**Problem statement**
Your answer should be the records, restated word for word.

**Records**
++++++++++++++++++++
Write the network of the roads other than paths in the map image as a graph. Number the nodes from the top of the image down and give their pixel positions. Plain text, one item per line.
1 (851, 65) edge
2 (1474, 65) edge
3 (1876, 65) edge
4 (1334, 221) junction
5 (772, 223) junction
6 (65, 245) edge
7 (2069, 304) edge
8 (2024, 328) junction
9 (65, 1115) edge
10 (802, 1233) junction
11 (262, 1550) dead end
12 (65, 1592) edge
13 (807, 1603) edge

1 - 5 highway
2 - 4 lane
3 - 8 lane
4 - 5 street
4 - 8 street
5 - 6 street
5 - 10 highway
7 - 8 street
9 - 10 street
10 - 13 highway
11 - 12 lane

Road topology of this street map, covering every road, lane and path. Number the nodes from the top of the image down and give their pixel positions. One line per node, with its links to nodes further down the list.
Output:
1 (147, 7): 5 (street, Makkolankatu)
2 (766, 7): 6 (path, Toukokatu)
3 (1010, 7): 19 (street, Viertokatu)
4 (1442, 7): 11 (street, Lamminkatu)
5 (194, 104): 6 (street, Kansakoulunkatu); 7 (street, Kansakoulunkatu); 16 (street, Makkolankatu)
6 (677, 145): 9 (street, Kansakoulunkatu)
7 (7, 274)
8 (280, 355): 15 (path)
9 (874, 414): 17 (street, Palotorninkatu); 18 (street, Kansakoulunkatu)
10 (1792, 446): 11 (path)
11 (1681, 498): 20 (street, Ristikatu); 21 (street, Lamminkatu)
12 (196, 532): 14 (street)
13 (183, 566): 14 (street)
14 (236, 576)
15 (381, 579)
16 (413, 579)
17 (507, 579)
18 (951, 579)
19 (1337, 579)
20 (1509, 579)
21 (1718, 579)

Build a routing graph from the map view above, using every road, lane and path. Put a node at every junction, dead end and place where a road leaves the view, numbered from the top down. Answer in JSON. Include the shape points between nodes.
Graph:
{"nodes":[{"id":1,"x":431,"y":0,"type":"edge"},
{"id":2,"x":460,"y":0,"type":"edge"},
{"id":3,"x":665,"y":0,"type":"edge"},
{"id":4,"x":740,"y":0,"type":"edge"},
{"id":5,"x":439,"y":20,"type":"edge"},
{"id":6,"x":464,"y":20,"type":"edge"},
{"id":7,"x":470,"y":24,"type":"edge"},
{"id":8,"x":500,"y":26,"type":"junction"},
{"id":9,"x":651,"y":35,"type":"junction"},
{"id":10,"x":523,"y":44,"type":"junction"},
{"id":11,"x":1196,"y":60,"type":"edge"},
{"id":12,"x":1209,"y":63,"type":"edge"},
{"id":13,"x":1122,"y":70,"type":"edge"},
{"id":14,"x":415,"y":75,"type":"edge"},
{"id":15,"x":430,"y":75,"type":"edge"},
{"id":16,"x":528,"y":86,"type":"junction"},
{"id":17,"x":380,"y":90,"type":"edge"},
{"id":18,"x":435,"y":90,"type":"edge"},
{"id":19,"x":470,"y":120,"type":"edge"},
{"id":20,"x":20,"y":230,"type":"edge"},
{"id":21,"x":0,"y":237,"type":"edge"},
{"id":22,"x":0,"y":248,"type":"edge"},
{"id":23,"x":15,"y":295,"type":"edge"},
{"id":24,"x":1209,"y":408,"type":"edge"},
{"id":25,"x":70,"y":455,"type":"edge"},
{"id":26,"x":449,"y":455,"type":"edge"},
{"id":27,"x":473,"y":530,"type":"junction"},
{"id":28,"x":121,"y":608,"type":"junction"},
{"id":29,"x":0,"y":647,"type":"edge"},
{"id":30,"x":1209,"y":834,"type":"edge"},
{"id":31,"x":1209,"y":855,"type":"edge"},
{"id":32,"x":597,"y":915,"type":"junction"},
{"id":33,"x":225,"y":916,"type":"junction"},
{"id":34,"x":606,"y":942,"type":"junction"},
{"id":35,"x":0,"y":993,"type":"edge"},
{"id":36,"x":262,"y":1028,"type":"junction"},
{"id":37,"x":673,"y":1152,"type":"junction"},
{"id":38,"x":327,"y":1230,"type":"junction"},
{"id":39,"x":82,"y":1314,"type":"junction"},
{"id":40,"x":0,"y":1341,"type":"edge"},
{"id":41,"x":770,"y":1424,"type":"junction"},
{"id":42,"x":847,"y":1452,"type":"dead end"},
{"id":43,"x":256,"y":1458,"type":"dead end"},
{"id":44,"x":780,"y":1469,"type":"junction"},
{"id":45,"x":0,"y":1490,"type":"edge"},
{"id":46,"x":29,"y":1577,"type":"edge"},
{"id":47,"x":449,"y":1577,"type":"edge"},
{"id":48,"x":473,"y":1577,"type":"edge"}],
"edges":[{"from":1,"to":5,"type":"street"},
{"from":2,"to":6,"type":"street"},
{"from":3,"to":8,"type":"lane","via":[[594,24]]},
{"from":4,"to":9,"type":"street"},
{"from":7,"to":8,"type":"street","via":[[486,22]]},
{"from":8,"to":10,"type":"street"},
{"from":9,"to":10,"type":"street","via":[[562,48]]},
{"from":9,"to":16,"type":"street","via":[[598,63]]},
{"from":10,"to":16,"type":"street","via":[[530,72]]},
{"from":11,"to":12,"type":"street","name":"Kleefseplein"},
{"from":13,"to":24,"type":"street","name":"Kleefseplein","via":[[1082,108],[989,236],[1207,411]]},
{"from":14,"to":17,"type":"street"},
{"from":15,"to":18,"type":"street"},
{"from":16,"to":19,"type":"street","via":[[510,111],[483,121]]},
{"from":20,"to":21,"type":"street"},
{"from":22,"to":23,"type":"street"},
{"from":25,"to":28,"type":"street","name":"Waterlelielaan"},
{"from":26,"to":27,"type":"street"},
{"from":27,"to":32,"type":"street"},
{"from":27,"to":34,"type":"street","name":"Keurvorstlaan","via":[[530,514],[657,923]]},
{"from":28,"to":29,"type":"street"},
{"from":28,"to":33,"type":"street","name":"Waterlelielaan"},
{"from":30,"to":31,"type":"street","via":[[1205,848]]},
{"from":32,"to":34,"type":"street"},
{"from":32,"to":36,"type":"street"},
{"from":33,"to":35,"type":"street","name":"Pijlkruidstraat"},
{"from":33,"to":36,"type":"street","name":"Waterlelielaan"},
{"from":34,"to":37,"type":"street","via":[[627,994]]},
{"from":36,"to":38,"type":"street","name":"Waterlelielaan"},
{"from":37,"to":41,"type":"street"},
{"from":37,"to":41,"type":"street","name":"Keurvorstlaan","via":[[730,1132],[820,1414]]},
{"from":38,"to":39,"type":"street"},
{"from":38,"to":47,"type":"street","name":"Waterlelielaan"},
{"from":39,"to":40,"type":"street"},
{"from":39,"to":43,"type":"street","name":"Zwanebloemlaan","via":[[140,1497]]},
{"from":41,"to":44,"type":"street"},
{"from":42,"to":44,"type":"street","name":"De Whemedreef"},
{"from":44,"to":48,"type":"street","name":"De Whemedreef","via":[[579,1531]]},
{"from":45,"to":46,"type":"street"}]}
++++++++++++++++++++
**Result of this task**
Write the network of the roads other than paths in the map image as a graph. Number the nodes from the top of the image down and give their pixel positions. Plain text, one item per line.
1 (851, 65) edge
2 (1474, 65) edge
3 (1876, 65) edge
4 (1334, 221) junction
5 (772, 223) junction
6 (65, 245) edge
7 (2069, 304) edge
8 (2024, 328) junction
9 (65, 1115) edge
10 (802, 1233) junction
11 (262, 1550) dead end
12 (65, 1592) edge
13 (807, 1603) edge

1 - 5 highway
2 - 4 lane
3 - 8 lane
4 - 5 street
4 - 8 street
5 - 6 street
5 - 10 highway
7 - 8 street
9 - 10 street
10 - 13 highway
11 - 12 lane

Road topology of this street map, covering every road, lane and path. Number the nodes from the top of the image down and give their pixel positions. One line per node, with its links to nodes further down the list.
Output:
1 (147, 7): 5 (street, Makkolankatu)
2 (766, 7): 6 (path, Toukokatu)
3 (1010, 7): 19 (street, Viertokatu)
4 (1442, 7): 11 (street, Lamminkatu)
5 (194, 104): 6 (street, Kansakoulunkatu); 7 (street, Kansakoulunkatu); 16 (street, Makkolankatu)
6 (677, 145): 9 (street, Kansakoulunkatu)
7 (7, 274)
8 (280, 355): 15 (path)
9 (874, 414): 17 (street, Palotorninkatu); 18 (street, Kansakoulunkatu)
10 (1792, 446): 11 (path)
11 (1681, 498): 20 (street, Ristikatu); 21 (street, Lamminkatu)
12 (196, 532): 14 (street)
13 (183, 566): 14 (street)
14 (236, 576)
15 (381, 579)
16 (413, 579)
17 (507, 579)
18 (951, 579)
19 (1337, 579)
20 (1509, 579)
21 (1718, 579)

Build a routing graph from the map view above, using every road, lane and path. Put a node at every junction, dead end and place where a road leaves the view, numbered from the top down. Answer in JSON. Include the shape points between nodes.
Graph:
{"nodes":[{"id":1,"x":431,"y":0,"type":"edge"},
{"id":2,"x":460,"y":0,"type":"edge"},
{"id":3,"x":665,"y":0,"type":"edge"},
{"id":4,"x":740,"y":0,"type":"edge"},
{"id":5,"x":439,"y":20,"type":"edge"},
{"id":6,"x":464,"y":20,"type":"edge"},
{"id":7,"x":470,"y":24,"type":"edge"},
{"id":8,"x":500,"y":26,"type":"junction"},
{"id":9,"x":651,"y":35,"type":"junction"},
{"id":10,"x":523,"y":44,"type":"junction"},
{"id":11,"x":1196,"y":60,"type":"edge"},
{"id":12,"x":1209,"y":63,"type":"edge"},
{"id":13,"x":1122,"y":70,"type":"edge"},
{"id":14,"x":415,"y":75,"type":"edge"},
{"id":15,"x":430,"y":75,"type":"edge"},
{"id":16,"x":528,"y":86,"type":"junction"},
{"id":17,"x":380,"y":90,"type":"edge"},
{"id":18,"x":435,"y":90,"type":"edge"},
{"id":19,"x":470,"y":120,"type":"edge"},
{"id":20,"x":20,"y":230,"type":"edge"},
{"id":21,"x":0,"y":237,"type":"edge"},
{"id":22,"x":0,"y":248,"type":"edge"},
{"id":23,"x":15,"y":295,"type":"edge"},
{"id":24,"x":1209,"y":408,"type":"edge"},
{"id":25,"x":70,"y":455,"type":"edge"},
{"id":26,"x":449,"y":455,"type":"edge"},
{"id":27,"x":473,"y":530,"type":"junction"},
{"id":28,"x":121,"y":608,"type":"junction"},
{"id":29,"x":0,"y":647,"type":"edge"},
{"id":30,"x":1209,"y":834,"type":"edge"},
{"id":31,"x":1209,"y":855,"type":"edge"},
{"id":32,"x":597,"y":915,"type":"junction"},
{"id":33,"x":225,"y":916,"type":"junction"},
{"id":34,"x":606,"y":942,"type":"junction"},
{"id":35,"x":0,"y":993,"type":"edge"},
{"id":36,"x":262,"y":1028,"type":"junction"},
{"id":37,"x":673,"y":1152,"type":"junction"},
{"id":38,"x":327,"y":1230,"type":"junction"},
{"id":39,"x":82,"y":1314,"type":"junction"},
{"id":40,"x":0,"y":1341,"type":"edge"},
{"id":41,"x":770,"y":1424,"type":"junction"},
{"id":42,"x":847,"y":1452,"type":"dead end"},
{"id":43,"x":256,"y":1458,"type":"dead end"},
{"id":44,"x":780,"y":1469,"type":"junction"},
{"id":45,"x":0,"y":1490,"type":"edge"},
{"id":46,"x":29,"y":1577,"type":"edge"},
{"id":47,"x":449,"y":1577,"type":"edge"},
{"id":48,"x":473,"y":1577,"type":"edge"}],
"edges":[{"from":1,"to":5,"type":"street"},
{"from":2,"to":6,"type":"street"},
{"from":3,"to":8,"type":"lane","via":[[594,24]]},
{"from":4,"to":9,"type":"street"},
{"from":7,"to":8,"type":"street","via":[[486,22]]},
{"from":8,"to":10,"type":"street"},
{"from":9,"to":10,"type":"street","via":[[562,48]]},
{"from":9,"to":16,"type":"street","via":[[598,63]]},
{"from":10,"to":16,"type":"street","via":[[530,72]]},
{"from":11,"to":12,"type":"street","name":"Kleefseplein"},
{"from":13,"to":24,"type":"street","name":"Kleefseplein","via":[[1082,108],[989,236],[1207,411]]},
{"from":14,"to":17,"type":"street"},
{"from":15,"to":18,"type":"street"},
{"from":16,"to":19,"type":"street","via":[[510,111],[483,121]]},
{"from":20,"to":21,"type":"street"},
{"from":22,"to":23,"type":"street"},
{"from":25,"to":28,"type":"street","name":"Waterlelielaan"},
{"from":26,"to":27,"type":"street"},
{"from":27,"to":32,"type":"street"},
{"from":27,"to":34,"type":"street","name":"Keurvorstlaan","via":[[530,514],[657,923]]},
{"from":28,"to":29,"type":"street"},
{"from":28,"to":33,"type":"street","name":"Waterlelielaan"},
{"from":30,"to":31,"type":"street","via":[[1205,848]]},
{"from":32,"to":34,"type":"street"},
{"from":32,"to":36,"type":"street"},
{"from":33,"to":35,"type":"street","name":"Pijlkruidstraat"},
{"from":33,"to":36,"type":"street","name":"Waterlelielaan"},
{"from":34,"to":37,"type":"street","via":[[627,994]]},
{"from":36,"to":38,"type":"street","name":"Waterlelielaan"},
{"from":37,"to":41,"type":"street"},
{"from":37,"to":41,"type":"street","name":"Keurvorstlaan","via":[[730,1132],[820,1414]]},
{"from":38,"to":39,"type":"street"},
{"from":38,"to":47,"type":"street","name":"Waterlelielaan"},
{"from":39,"to":40,"type":"street"},
{"from":39,"to":43,"type":"street","name":"Zwanebloemlaan","via":[[140,1497]]},
{"from":41,"to":44,"type":"street"},
{"from":42,"to":44,"type":"street","name":"De Whemedreef"},
{"from":44,"to":48,"type":"street","name":"De Whemedreef","via":[[579,1531]]},
{"from":45,"to":46,"type":"street"}]}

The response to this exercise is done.